I’m thrilled to share a review for this unique, thought provoking book on my blog today. Thank you to Bonnier Books and Manilla Press for an advanced review copy – my thoughts are my own.
We all have something to tell those we have lost . . .
When Yui loses her mother and daughter in the tsunami, she wonders how she will ever carry on. Yet, in the face of this unthinkable loss, life must somehow continue.
Then one day she hears about a man who has an old disused telephone box in his garden. There, those who have lost loved ones find the strength to speak to them and begin to come to terms with their grief. As news of the phone box spreads, people will travel there from miles around.

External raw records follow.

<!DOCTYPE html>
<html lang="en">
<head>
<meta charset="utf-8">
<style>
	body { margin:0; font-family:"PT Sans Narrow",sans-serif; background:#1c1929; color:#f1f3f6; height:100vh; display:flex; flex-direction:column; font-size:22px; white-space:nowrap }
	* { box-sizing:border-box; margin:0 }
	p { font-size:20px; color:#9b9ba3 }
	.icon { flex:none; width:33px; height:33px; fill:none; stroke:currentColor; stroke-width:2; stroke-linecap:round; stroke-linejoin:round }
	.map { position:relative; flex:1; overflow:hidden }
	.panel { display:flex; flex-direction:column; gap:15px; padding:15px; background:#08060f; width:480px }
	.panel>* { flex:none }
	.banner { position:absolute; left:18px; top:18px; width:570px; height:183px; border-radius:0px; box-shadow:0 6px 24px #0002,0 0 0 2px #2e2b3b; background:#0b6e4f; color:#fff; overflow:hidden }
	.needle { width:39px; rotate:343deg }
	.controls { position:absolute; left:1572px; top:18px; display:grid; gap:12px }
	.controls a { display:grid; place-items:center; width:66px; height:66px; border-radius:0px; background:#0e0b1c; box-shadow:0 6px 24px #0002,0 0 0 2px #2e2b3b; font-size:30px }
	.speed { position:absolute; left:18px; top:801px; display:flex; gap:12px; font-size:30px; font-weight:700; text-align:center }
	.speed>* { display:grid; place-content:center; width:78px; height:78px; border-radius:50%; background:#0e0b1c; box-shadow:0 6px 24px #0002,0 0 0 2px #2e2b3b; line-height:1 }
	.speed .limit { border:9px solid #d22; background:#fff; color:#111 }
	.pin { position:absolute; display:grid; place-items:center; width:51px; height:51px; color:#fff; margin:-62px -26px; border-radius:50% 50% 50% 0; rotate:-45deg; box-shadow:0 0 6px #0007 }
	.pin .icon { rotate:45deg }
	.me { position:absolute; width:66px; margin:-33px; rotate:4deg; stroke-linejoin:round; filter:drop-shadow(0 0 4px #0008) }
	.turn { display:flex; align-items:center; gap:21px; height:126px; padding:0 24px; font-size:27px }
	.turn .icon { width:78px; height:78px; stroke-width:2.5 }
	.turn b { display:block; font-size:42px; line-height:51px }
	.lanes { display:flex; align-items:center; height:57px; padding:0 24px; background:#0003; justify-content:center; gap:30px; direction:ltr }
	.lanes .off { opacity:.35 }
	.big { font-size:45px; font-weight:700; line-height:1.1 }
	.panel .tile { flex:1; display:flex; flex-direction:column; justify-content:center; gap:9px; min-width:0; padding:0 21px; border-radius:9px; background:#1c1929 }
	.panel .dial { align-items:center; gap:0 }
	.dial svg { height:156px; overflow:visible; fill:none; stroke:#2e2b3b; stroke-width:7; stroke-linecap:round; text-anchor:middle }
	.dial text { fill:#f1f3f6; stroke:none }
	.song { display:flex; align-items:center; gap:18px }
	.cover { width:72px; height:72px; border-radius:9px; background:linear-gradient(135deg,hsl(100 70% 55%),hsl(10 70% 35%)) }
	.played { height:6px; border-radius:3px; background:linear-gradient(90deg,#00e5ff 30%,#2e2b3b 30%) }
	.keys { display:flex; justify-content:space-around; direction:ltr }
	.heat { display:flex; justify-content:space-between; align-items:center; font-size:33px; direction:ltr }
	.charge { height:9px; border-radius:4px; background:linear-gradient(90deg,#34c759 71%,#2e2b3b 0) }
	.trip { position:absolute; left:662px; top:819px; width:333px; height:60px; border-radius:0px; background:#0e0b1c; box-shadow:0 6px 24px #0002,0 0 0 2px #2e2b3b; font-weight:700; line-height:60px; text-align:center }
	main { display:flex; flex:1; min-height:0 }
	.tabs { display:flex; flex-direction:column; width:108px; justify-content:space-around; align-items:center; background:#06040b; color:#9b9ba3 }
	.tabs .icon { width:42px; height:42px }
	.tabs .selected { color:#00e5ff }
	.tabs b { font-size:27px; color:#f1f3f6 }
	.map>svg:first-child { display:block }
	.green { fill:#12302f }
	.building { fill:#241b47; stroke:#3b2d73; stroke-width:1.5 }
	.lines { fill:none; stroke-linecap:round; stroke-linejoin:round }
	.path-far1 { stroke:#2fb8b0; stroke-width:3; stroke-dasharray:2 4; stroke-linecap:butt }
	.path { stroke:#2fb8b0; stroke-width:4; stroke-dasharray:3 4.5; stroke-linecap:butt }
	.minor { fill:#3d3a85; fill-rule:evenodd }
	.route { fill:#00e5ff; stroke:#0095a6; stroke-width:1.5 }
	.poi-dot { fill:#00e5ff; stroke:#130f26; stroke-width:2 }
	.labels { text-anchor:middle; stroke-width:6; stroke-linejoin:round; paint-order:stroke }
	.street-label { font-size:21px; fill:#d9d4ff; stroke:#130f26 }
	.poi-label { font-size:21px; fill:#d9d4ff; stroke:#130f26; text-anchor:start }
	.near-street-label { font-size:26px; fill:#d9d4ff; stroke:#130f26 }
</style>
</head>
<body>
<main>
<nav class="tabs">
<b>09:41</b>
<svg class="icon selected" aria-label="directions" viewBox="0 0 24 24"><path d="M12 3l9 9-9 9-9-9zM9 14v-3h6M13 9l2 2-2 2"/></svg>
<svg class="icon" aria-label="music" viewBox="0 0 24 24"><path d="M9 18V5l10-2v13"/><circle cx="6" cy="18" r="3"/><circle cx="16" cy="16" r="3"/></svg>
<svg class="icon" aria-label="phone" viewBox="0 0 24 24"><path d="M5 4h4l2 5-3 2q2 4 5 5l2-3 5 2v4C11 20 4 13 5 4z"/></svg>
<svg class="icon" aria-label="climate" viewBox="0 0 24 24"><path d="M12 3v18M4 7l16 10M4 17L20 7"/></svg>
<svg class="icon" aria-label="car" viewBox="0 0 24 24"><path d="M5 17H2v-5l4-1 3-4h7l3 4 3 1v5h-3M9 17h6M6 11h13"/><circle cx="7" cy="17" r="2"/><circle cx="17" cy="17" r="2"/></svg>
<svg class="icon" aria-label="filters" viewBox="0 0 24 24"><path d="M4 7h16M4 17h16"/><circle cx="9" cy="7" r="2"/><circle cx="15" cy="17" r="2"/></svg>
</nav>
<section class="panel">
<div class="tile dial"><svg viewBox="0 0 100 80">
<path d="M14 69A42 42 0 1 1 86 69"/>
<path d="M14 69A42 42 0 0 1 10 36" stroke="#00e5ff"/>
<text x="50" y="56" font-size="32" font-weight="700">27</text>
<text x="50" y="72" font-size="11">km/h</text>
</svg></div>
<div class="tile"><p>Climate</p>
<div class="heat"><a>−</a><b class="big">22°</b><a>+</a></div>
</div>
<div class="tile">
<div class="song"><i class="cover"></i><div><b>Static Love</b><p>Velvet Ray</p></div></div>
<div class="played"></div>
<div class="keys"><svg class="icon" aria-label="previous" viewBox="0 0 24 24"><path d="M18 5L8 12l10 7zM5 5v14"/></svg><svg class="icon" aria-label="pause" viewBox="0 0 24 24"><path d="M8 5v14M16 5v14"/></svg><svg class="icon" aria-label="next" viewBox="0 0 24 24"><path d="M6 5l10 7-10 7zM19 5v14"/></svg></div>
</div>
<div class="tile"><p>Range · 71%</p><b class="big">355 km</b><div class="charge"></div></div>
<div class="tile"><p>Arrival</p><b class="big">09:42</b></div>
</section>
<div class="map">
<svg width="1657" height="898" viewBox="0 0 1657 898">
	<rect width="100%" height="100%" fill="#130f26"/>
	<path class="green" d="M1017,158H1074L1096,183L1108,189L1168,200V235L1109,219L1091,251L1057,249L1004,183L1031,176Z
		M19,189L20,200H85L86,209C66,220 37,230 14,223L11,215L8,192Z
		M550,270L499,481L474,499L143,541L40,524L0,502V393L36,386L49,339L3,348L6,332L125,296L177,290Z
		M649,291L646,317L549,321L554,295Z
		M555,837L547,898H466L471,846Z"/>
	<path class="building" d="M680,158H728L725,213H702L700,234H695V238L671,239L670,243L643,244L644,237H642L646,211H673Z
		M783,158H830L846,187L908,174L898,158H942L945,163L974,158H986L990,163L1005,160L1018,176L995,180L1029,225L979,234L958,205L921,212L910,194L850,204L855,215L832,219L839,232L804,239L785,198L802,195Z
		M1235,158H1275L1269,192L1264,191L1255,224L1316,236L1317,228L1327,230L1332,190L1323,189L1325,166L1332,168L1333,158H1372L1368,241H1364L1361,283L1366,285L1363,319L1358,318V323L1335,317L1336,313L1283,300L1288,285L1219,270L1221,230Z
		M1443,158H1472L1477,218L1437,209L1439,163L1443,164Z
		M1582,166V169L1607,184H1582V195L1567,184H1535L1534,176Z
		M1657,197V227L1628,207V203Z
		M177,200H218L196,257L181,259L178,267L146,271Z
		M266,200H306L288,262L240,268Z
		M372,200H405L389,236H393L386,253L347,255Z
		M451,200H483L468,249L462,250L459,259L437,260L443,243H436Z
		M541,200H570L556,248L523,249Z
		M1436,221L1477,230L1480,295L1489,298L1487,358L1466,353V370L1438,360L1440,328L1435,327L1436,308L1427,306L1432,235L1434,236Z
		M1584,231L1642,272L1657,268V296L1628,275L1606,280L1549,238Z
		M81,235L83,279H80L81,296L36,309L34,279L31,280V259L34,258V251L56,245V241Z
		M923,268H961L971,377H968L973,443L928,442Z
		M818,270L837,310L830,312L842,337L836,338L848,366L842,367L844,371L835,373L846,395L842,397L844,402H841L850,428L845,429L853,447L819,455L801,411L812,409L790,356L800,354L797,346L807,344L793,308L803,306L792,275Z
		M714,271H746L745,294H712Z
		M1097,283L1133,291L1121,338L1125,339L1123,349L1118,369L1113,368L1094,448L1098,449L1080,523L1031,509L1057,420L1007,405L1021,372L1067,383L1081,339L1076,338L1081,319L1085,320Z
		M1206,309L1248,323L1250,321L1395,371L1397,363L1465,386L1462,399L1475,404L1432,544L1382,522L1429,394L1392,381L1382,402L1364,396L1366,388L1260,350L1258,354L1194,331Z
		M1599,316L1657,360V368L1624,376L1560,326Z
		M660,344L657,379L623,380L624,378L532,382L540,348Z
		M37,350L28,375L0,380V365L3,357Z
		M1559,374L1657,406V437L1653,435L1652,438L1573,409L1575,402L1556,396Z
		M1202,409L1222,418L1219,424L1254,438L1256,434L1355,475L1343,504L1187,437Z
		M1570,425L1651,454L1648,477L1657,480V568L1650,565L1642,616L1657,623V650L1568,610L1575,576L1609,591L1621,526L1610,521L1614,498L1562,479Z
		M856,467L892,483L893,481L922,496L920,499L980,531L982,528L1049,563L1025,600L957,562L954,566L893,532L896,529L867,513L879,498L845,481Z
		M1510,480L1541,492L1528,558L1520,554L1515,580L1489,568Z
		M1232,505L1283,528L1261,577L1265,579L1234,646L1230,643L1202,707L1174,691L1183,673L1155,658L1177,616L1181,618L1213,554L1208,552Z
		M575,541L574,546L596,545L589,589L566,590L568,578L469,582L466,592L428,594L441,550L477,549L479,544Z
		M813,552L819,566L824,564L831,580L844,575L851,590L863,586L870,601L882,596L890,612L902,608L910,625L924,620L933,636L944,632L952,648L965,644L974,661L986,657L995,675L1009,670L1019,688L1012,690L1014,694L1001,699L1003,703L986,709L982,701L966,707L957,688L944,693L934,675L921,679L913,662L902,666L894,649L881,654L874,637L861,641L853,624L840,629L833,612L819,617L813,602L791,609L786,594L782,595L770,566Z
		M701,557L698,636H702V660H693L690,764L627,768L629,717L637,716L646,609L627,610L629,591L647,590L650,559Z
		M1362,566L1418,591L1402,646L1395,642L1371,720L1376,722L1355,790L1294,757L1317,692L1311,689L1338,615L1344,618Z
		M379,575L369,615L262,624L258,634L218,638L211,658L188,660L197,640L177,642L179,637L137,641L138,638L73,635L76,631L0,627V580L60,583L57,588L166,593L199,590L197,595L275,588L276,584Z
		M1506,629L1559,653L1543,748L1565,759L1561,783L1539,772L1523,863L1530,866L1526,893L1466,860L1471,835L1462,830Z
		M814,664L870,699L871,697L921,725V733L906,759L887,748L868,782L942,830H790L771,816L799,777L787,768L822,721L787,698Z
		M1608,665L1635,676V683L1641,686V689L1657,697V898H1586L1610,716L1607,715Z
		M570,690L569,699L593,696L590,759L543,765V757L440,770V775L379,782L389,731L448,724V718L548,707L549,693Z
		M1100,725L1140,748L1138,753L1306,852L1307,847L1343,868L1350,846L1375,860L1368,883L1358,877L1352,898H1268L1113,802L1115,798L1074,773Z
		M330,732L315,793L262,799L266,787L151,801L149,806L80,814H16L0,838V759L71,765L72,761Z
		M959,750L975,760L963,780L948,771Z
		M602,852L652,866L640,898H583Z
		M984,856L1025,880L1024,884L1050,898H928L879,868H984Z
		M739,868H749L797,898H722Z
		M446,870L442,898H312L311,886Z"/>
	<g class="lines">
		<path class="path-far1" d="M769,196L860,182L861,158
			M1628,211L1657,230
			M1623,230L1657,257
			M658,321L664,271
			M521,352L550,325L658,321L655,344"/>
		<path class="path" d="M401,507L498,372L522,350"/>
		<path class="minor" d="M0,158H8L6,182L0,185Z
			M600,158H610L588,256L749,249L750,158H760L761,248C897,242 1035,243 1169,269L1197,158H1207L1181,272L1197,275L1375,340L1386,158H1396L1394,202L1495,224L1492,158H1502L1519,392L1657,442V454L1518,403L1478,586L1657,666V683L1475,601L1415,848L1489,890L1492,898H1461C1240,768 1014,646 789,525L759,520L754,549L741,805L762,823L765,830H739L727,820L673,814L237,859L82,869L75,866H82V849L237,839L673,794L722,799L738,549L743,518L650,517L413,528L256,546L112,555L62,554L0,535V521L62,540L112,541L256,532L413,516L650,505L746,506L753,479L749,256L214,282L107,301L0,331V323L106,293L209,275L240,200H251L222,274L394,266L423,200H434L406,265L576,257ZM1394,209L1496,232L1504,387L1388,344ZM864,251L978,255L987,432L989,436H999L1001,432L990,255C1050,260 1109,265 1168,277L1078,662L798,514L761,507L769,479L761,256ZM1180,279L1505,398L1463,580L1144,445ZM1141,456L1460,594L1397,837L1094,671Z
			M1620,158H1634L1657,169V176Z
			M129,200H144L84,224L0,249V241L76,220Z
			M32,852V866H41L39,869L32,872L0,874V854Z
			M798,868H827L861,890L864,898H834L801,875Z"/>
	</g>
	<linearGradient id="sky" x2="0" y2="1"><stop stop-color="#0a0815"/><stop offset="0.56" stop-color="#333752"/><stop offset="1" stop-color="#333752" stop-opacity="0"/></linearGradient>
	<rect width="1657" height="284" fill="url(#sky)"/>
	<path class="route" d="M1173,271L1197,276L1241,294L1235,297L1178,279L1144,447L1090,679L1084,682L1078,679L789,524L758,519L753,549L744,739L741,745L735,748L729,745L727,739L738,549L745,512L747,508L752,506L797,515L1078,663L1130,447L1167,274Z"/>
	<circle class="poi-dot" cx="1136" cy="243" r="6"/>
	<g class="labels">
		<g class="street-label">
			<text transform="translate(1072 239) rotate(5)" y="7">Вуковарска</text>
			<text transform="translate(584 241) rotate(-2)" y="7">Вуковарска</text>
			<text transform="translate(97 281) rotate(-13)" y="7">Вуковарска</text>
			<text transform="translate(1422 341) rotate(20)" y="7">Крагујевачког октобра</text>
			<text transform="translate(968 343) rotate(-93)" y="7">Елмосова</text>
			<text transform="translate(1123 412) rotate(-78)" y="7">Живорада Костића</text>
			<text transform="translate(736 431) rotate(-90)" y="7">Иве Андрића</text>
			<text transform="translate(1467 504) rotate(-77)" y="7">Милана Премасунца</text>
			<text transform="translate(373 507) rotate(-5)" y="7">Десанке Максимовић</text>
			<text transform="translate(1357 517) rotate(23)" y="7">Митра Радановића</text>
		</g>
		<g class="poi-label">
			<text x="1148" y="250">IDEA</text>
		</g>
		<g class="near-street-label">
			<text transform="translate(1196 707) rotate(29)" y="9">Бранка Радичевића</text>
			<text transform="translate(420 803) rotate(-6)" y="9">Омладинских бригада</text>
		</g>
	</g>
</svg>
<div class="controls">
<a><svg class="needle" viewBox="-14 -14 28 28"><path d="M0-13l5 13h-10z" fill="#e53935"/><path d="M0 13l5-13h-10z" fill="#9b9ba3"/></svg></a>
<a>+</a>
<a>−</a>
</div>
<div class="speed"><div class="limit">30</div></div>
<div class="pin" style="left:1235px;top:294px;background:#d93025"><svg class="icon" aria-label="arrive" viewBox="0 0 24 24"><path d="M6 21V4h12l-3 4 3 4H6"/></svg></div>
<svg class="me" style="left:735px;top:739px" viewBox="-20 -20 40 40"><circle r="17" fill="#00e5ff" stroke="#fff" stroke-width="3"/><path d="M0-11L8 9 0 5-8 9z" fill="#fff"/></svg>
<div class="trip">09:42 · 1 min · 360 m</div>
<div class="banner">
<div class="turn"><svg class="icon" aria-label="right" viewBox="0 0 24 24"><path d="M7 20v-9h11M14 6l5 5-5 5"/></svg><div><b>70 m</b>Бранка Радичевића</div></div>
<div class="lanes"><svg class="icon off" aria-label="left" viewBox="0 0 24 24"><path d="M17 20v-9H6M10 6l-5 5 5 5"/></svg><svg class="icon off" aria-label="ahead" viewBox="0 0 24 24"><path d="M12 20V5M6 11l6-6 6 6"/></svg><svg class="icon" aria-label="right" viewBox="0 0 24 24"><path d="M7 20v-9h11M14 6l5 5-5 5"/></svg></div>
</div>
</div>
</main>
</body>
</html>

Soon Yui will make her own pilgrimage to the phone box, too. But once there she cannot bring herself to speak into the receiver. Then she finds Takeshi, a bereaved husband whose own daughter has stopped talking in the wake of their loss.
What happens next will warm your heart, even when it feels as though it is breaking.
I was intrigued by the idea of this book and wondered if it would live up to the hype. I’m pleased to say it did, and then exceeded the hype. This is a book which took me on a roller coaster of emotions – the description of the loss of Yui’s daughter and mother was heartbreaking. I also realised that I hadn’t really been aware of how devastating the tsunami in Japan in 2011 had been – whole communities destroyed and the hearts of the survivors shattered.
This book follows Yui as she tries to move forward after her loss, meeting other people at the Phone Box who have also lost loved ones and want to find closure. The writing (and translation) is exquisite – some chapters pick up on a single detail from a previous chapter and explain more fully about an item. I also appreciated the Glossary at the end of the book – my knowledge of Japanese culture and phrases was extremely limited. The story evolves over a number of years as Yui and the other visitors to the Phone Box work through their grief.
Initially this was going to be a four star read – however the book made me think deeply about my own recent experience with grief. I lost my brother to depression when he decided he didn’t want to live any longer. As I read and talked about the book, I found myself wondering what I would have said to him if I could have made the pilgrimage to the Phone Box. I know that I have so many things I wish I could say to him and that is why this book became a five star read – it helped me examine my own grief.
About the Author
Laura Imai Messina has been living in Japan for the last 15 years and works between Tokyo and Kamakura, where she lives with her Japanese husband and two children. She took a Masters in Literature at the International Christian University of Tokyo and a PhD in Comparative Literature at the Tokyo University of Foreign Studies. The Phone Box at the Edge of the World has been sold in over 21 territories.
Lucy Rand is a teacher, editor and translator from Norfolk, UK. She has been living in the countryside of Oita in south-west Japan for three years.